After you create your AI service, you can test the coding logic of your AI service by using the watsonx.ai Python client library.

Testing AI services with Python client library

To test the logic of your AI service locally by using the RuntimeContext class of the watsonx.ai Python client library, follow these steps:

Use the RuntimeContext class of the Python client library to test your AI service locally:

from ibm_watsonx_ai.deployments import RuntimeContext

context = RuntimeContext(
    api_client=client, request_payload_json={}
)

# custom is optional argument which is specified during the time of creation of deployment
custom_object = {"space_id": space_id}

generate, generate_stream, generate_batch = basic_generate_demo(context, **custom_object)

For more information, see watsonx.ai Python client library documentation for using RuntimeContext for AI services.

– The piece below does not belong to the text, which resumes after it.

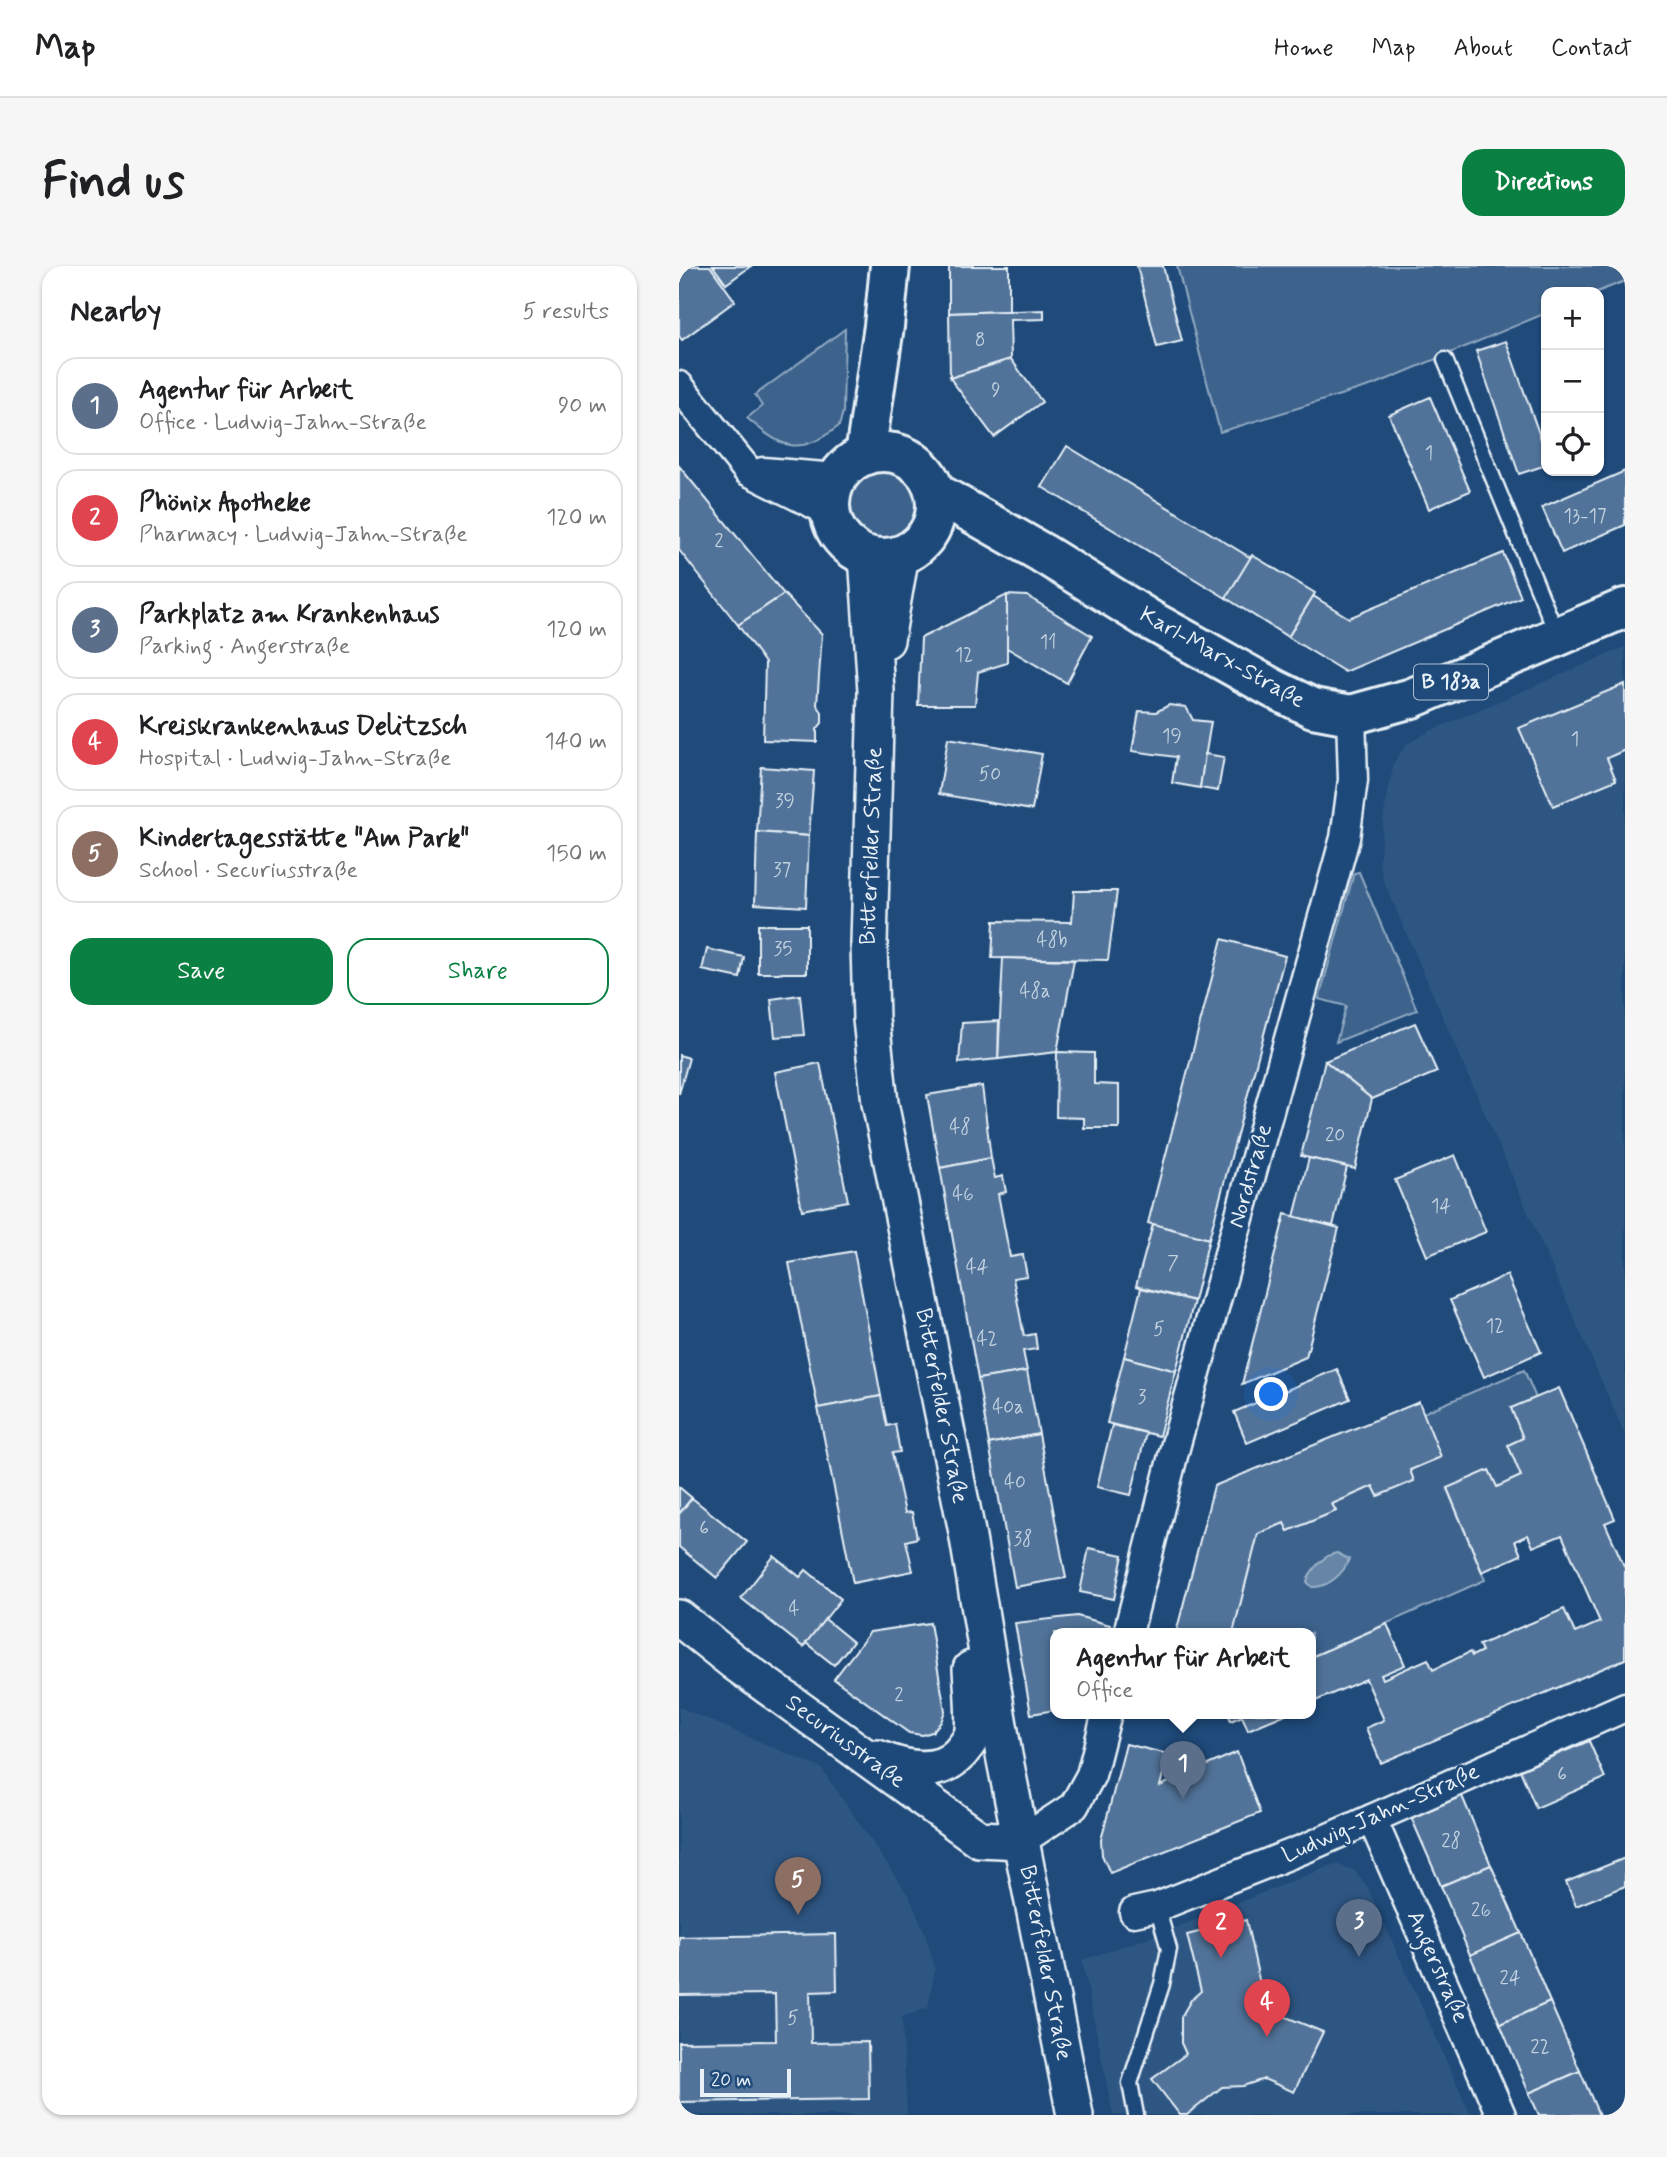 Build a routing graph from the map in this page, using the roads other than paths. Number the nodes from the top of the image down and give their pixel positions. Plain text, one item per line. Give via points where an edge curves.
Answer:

Depending on your use case, you can test the generate(), generate_stream(), or generate_batch() functions as follows:

To test the generate() function:

context.request_payload_json = { "test": "ai_service inference payload"}
print(generate(context))

To test the generate_stream() function:

context.request_payload_json = {"sse": ["ai_service_stream", "inference", "test"]}
for data in generate_stream(context):
    print(data)

To test the generate_batch() function:

input_data_references = [
    {
        "type": "connection_asset",
        "connection": {"id": "2d07a6b4-8fa9-43ab-91c8-befcd9dab8d2"},
        "location": {
            "bucket": "wml-v4-fvt-batch-pytorch-connection-input",
            "file_name": "testing-123",
        },
    }
]
output_data_reference = {
    "type": "data_asset",
    "location": {"name": "nb-pytorch_output.zip"},
}

generate_batch(input_data_references, output_data_reference)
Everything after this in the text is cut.